Reproduce the entries that follow exactly, dropping each image.

*** Records for the task Section Begins ***

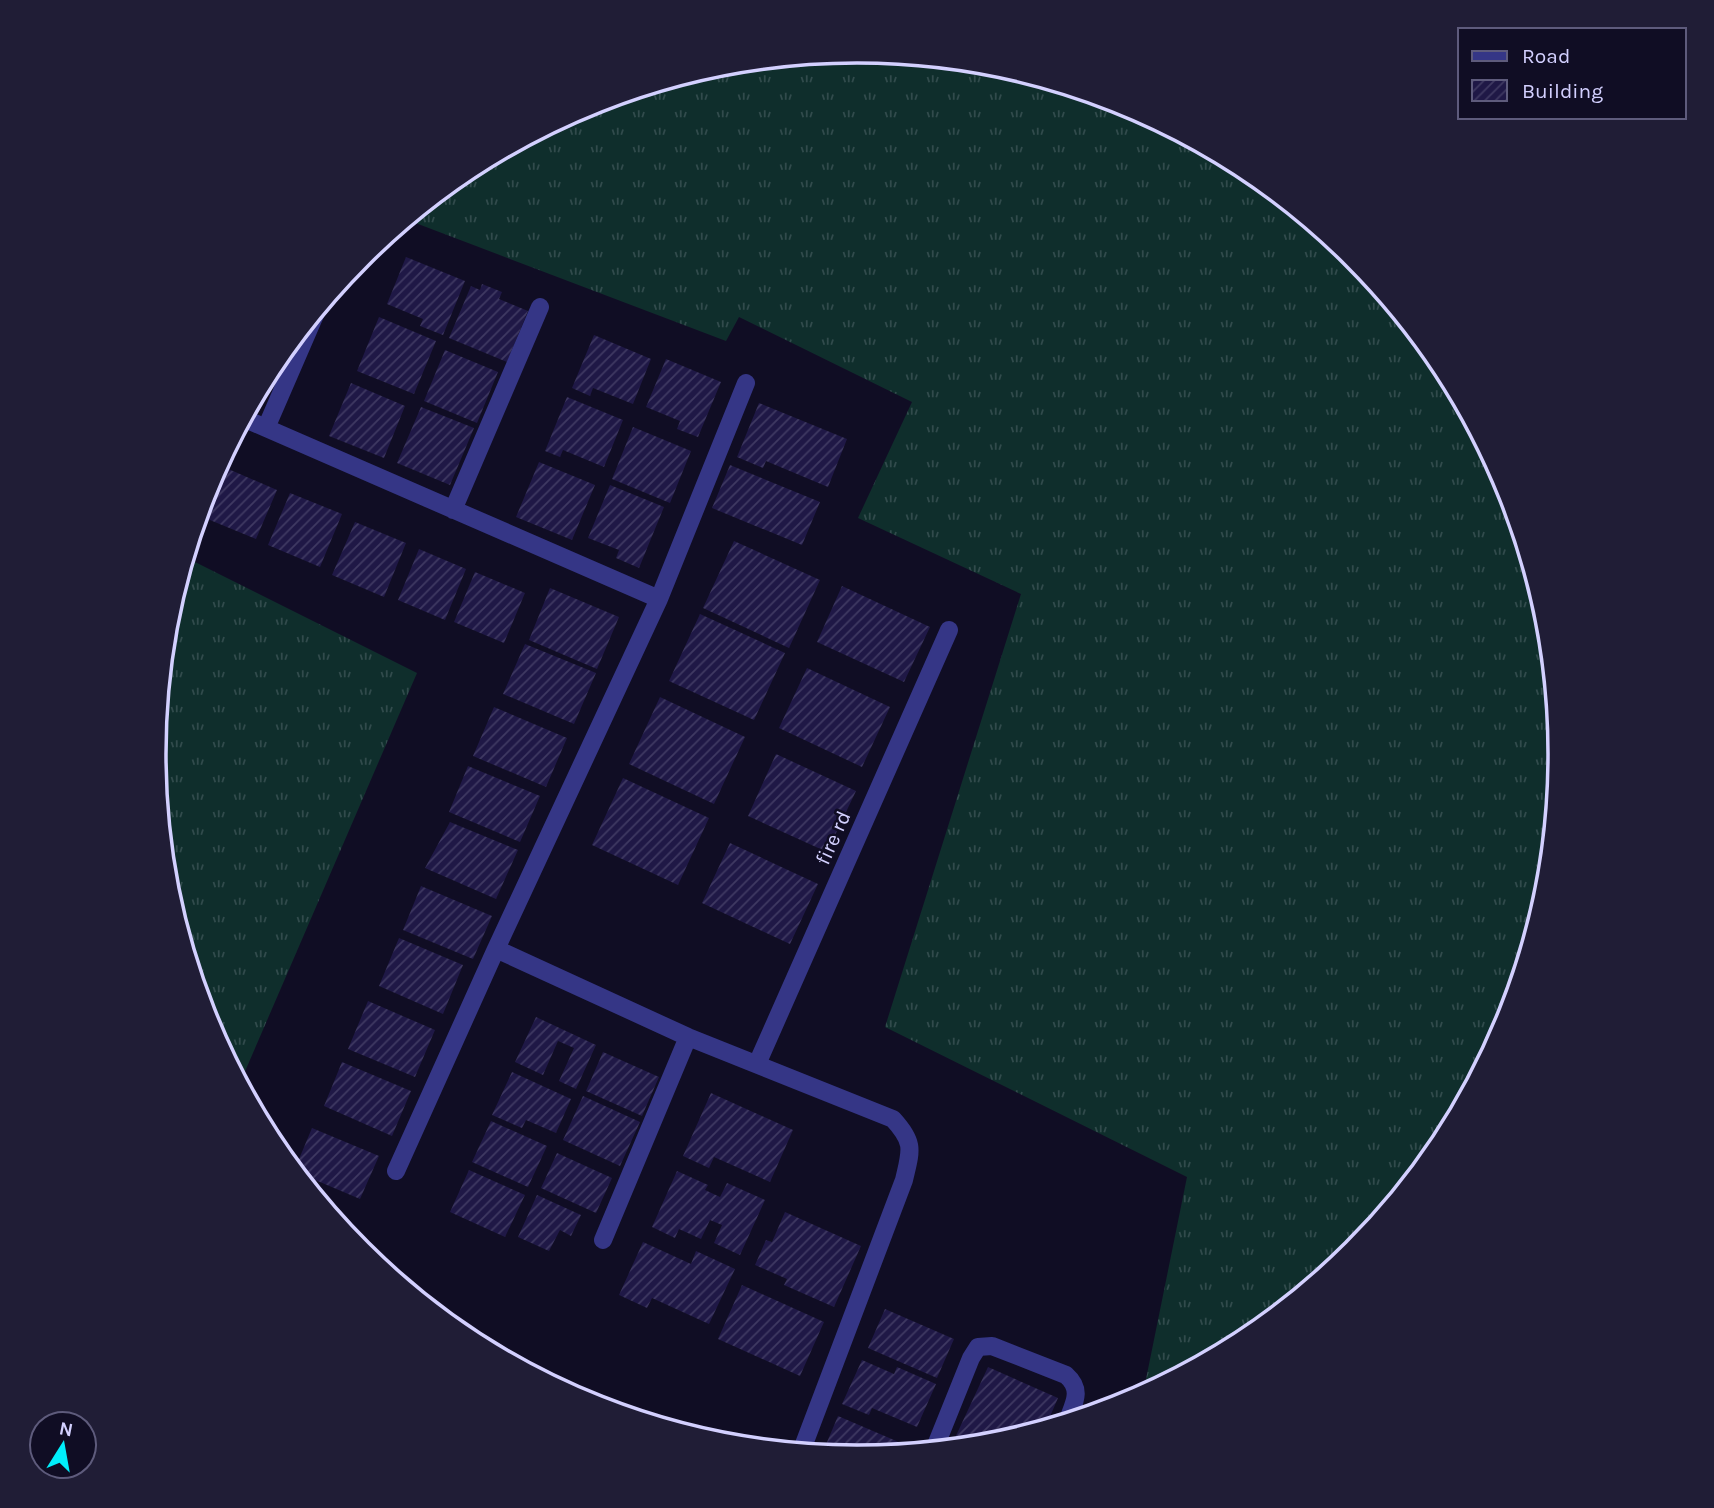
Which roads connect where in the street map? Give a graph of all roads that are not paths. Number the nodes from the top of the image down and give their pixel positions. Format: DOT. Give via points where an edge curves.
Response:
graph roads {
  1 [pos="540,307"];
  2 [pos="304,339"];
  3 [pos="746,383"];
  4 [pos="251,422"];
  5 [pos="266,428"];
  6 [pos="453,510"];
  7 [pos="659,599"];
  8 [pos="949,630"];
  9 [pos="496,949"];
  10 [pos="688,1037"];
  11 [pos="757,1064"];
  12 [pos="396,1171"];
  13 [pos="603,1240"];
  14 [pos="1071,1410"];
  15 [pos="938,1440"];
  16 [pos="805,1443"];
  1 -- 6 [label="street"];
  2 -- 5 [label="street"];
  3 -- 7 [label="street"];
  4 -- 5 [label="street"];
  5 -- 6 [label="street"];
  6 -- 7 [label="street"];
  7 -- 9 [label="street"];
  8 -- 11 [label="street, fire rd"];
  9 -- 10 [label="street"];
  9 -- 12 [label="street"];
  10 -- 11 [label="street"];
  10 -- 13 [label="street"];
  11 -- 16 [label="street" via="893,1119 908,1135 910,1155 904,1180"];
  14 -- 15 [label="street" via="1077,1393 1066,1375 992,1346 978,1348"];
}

*** Records for the task Section Ends ***

- Response to the task -
Which roads connect where in the street map? Give a graph of all roads that are not paths. Number the nodes from the top of the image down and give their pixel positions. Format: DOT. Give via points where an edge curves.
Response:
graph roads {
  1 [pos="540,307"];
  2 [pos="304,339"];
  3 [pos="746,383"];
  4 [pos="251,422"];
  5 [pos="266,428"];
  6 [pos="453,510"];
  7 [pos="659,599"];
  8 [pos="949,630"];
  9 [pos="496,949"];
  10 [pos="688,1037"];
  11 [pos="757,1064"];
  12 [pos="396,1171"];
  13 [pos="603,1240"];
  14 [pos="1071,1410"];
  15 [pos="938,1440"];
  16 [pos="805,1443"];
  1 -- 6 [label="street"];
  2 -- 5 [label="street"];
  3 -- 7 [label="street"];
  4 -- 5 [label="street"];
  5 -- 6 [label="street"];
  6 -- 7 [label="street"];
  7 -- 9 [label="street"];
  8 -- 11 [label="street, fire rd"];
  9 -- 10 [label="street"];
  9 -- 12 [label="street"];
  10 -- 11 [label="street"];
  10 -- 13 [label="street"];
  11 -- 16 [label="street" via="893,1119 908,1135 910,1155 904,1180"];
  14 -- 15 [label="street" via="1077,1393 1066,1375 992,1346 978,1348"];
}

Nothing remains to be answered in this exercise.